The theme of this year's International Women's Day is "Choose to Challenge". ''A challenged world is an alert world, and from challenge comes change. So let's all choose to challenge''. New ACE Chief Executive Helen Davidson gives us her thoughts on what this means to the engineering and consulting sector.
What challenges have you encountered during your career?
There have been many challenges in my career - some have been gender-driven, some driven by other forces. Some of the challenges seemed significant at the time, while others appeared to be small but were memorable for various reasons.
I love the theme of International Women's Day this year because it revolves around using challenge to drive change. That is a philosophy that I ascribe to. Here are a couple of quick examples of why we need to challenge the way women are sometimes treated in the workplace:
I clearly remember the day when a young female lawyer and I were about to present to a group of mainly male lawyers on a project we were involved in. We were told that to grab the audience's attention, all we needed to do was put up a PowerPoint slide that included a picture of a woman in a bikini. It also never ceases to amaze me the number of times I hear the generic engineer referred to with the male pronoun.
I think those examples indicate just how easily a woman's sense of contribution or place in the profession can be undermined, even if it's not done with intent. How can those types of comments suggest an inclusive workplace?
What has made a difference to you?
I am fortunate to have had strong mentors and role models during my career who have empowered me to be alert for any suggestion of gender bias. These people helped me recognise what's OK and what's not and have encouraged me to speak up in an influential way.
I like to think that by challenging even the most minor indiscretion, we can create a ripple of awareness and instigate change that will lead to a more equitable world.
How will your leadership of ACE help forge a gender-equal sector?
At ACE, we're responsible for driving positive change with and for our members and fostering an inclusive environment where diversity is valued, and women can thrive in their careers. Developing a gender-equal sector is something that we all must do together, and I am privileged to be working alongside some fantastic industry leaders who are championing change. Together we need to be strong mentors and role models.
I believe our sector has made an excellent start by committing to The Diversity Agenda and the Diversity Accord, and I'll work hard to keep that conversation alive and at the forefront of discussions. We also must share our lessons and hold ourselves to account.

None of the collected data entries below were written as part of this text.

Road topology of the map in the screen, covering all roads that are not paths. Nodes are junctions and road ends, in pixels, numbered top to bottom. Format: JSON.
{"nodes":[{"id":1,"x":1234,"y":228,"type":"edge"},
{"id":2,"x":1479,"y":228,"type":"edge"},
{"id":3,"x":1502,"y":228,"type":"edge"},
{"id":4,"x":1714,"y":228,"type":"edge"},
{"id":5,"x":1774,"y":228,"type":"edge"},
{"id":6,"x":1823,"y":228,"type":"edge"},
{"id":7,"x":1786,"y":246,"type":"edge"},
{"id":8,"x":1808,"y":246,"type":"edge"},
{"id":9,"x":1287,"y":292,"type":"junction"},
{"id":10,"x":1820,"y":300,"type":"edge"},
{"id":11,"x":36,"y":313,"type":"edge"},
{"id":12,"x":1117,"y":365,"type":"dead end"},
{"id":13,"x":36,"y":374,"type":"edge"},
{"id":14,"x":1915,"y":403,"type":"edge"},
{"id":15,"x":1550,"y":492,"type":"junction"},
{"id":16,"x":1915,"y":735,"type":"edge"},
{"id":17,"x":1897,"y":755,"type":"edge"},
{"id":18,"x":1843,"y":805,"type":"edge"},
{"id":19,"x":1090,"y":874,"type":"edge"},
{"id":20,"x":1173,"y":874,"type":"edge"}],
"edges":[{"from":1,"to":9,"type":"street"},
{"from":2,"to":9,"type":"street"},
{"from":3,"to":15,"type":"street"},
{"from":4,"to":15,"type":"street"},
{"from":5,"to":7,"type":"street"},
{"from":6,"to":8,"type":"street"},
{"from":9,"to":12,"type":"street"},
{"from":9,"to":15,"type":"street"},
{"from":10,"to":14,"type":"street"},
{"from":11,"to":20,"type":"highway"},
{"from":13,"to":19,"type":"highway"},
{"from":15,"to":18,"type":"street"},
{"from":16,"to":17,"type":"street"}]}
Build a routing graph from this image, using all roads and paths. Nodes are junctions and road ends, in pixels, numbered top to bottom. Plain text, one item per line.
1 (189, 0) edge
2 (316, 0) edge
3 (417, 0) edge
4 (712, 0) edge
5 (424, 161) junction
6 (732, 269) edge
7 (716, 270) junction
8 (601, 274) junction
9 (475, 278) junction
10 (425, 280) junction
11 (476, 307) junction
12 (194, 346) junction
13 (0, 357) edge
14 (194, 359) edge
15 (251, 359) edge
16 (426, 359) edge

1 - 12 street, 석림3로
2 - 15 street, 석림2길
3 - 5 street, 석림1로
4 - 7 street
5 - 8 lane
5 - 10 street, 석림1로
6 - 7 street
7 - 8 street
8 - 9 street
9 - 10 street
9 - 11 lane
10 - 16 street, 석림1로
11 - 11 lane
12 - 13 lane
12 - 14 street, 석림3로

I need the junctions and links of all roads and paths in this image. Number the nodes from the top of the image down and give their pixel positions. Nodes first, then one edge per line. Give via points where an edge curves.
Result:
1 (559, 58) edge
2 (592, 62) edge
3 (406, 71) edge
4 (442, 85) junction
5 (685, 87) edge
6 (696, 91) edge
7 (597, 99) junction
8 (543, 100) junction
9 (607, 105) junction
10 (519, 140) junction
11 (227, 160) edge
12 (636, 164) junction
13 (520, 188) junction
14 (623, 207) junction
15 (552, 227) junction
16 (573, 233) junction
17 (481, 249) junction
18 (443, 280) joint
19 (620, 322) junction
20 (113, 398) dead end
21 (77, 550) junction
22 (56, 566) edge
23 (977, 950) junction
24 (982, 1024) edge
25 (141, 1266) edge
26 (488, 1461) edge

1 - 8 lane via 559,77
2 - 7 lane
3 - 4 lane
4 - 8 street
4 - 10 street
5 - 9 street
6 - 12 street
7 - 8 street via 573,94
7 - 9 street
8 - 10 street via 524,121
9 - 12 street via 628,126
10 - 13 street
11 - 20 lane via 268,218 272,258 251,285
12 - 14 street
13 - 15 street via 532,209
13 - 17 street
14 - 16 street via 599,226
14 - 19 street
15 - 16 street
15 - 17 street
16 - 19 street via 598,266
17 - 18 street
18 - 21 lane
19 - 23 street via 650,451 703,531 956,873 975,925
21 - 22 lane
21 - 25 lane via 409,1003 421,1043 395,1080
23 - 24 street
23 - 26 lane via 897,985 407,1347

I'm looking forward to the Diversity Accord summit in May this year where industry leaders who've signed the accord will come together to report on what's worked well and what hasn't.
How can we be alert to bias in our sector?
One of the tricky things about bias is that it's usually done unconsciously, and people don't set out to be biased. It mostly happens without the person even noticing the impact of their actions or words.
There are so many different types of bias influencing our decision-making every day. For example, we perceive risk based on how controllable we feel in the situation or how easy it's to imagine. We make assumptions that the way someone is behaving directly corresponds to what they must be thinking. And when we're making decisions as a group, our responses are easily swayed by things like group think, anchoring (the view of the person who speaks first has an anchoring effect), or the relationships we have, and we let emotion creep in. All of this makes bias a very complex thing to unravel.
One trick that I've learned is to develop something called a debiasing shield. The shield works by asking yourself, "is what I see all that there is". Identify decisions that'll impact others and slow down your decision-making process in those situations. Engage in systematic thought, test your decisions with people who may have a different perspective than yours, and use evidence-based decision making rather than resorting to assumptions.
Why should members take action for equality?
By now, we should all understand that taking action to foster a diverse, inclusive and equal workplace makes good business sense. However, I like to think that business outcomes are not the sole driver of decision making on equality.
ACE's vision is to support our members to actively and positively shape the future of Aotearoa. Put simply, taking action for equality is the right thing to do.
What other things can members do to foster an inclusive workplace?
I'm going to borrow from the International Women's Day website to answer this question. We can all choose to be alert to gender inequality and commit to change.
At an individual level, we can commit to checking our language, questioning our stereotypes and systematically testing our decisions to ensure that they are bias-free and make space for every voice.
When you discover gender bias or inequality, be bold and call it out. As a leader in the consulting and engineering sector, my message is that you have a responsibility to lift the game.
If you're not a member of The Diversity Agenda, become one so that you have access to the many resources that are available. You should also sign up to the Diversity Accord, which will show your commitment to change.
What is your challenge to ACE members?
My challenge is to have our members understand their role in taking action and play their part. Share your successes and failures, so we can all learn from them and together forge a more equitable Aotearoa.